Problem details:
Pull every line with "Зеркальный" from the entries below.

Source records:
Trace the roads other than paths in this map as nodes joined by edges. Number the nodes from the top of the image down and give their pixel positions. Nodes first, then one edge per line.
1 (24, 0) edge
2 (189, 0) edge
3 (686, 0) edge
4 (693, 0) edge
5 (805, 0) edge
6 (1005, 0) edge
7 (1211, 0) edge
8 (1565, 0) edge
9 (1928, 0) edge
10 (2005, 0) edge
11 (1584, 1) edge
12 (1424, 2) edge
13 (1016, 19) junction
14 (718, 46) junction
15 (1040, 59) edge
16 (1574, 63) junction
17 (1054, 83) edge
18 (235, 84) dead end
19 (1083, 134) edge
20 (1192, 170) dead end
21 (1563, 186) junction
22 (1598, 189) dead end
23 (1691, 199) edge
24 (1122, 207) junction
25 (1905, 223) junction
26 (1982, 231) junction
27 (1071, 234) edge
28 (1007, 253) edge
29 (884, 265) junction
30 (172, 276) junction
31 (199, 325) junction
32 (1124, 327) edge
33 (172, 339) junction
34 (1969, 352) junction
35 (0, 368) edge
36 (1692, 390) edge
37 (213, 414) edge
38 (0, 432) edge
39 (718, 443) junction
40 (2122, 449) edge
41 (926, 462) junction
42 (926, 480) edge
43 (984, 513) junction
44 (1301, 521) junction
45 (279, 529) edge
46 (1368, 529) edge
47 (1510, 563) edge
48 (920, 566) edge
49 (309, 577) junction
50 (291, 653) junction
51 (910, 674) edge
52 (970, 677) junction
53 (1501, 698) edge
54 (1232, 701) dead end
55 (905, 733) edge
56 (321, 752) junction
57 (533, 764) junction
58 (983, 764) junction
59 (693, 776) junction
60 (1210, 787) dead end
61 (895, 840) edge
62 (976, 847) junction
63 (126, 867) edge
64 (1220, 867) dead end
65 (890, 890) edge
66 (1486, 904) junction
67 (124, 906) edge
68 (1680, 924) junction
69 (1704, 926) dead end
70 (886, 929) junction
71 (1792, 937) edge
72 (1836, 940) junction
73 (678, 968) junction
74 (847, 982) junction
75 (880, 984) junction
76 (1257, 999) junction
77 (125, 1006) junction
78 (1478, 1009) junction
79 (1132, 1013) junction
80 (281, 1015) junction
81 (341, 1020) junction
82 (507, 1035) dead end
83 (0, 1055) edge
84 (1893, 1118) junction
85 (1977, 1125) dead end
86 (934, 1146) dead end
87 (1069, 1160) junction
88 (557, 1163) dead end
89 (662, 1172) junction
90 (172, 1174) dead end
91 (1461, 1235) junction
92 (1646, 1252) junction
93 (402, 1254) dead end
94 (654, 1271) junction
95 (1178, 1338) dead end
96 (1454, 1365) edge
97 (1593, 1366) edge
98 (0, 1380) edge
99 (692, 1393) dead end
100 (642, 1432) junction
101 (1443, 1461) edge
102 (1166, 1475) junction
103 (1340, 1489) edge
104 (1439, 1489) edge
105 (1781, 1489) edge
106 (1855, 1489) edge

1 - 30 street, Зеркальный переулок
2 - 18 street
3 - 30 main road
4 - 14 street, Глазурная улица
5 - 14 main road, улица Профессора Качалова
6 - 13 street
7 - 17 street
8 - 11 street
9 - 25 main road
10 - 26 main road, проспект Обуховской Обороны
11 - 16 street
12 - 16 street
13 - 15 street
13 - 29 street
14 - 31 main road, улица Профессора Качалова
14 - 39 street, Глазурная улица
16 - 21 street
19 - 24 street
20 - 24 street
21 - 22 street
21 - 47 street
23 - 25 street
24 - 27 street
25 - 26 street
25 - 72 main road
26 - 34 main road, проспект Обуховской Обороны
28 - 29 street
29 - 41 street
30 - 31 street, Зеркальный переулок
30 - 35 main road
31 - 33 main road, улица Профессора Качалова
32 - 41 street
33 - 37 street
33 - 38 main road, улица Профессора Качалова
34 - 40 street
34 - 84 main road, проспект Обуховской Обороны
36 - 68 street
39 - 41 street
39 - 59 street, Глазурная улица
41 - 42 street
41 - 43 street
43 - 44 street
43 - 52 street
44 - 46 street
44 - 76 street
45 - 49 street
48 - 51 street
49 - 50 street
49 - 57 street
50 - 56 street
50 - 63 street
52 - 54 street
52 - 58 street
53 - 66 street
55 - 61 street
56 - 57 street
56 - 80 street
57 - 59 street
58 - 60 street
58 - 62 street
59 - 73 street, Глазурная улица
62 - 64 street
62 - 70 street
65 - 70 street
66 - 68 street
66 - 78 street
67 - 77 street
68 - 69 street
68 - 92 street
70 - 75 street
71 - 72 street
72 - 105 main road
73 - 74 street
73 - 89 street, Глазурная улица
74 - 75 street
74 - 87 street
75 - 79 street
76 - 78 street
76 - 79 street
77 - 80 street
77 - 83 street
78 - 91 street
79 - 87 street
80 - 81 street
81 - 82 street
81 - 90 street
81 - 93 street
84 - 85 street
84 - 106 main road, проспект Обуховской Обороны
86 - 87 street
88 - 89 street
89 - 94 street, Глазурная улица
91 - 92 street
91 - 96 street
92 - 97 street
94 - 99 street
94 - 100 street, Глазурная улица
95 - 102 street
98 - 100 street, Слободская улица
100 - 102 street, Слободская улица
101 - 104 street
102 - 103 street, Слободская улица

Response to the exercise:
1 - 30 street, Зеркальный переулок
30 - 31 street, Зеркальный переулок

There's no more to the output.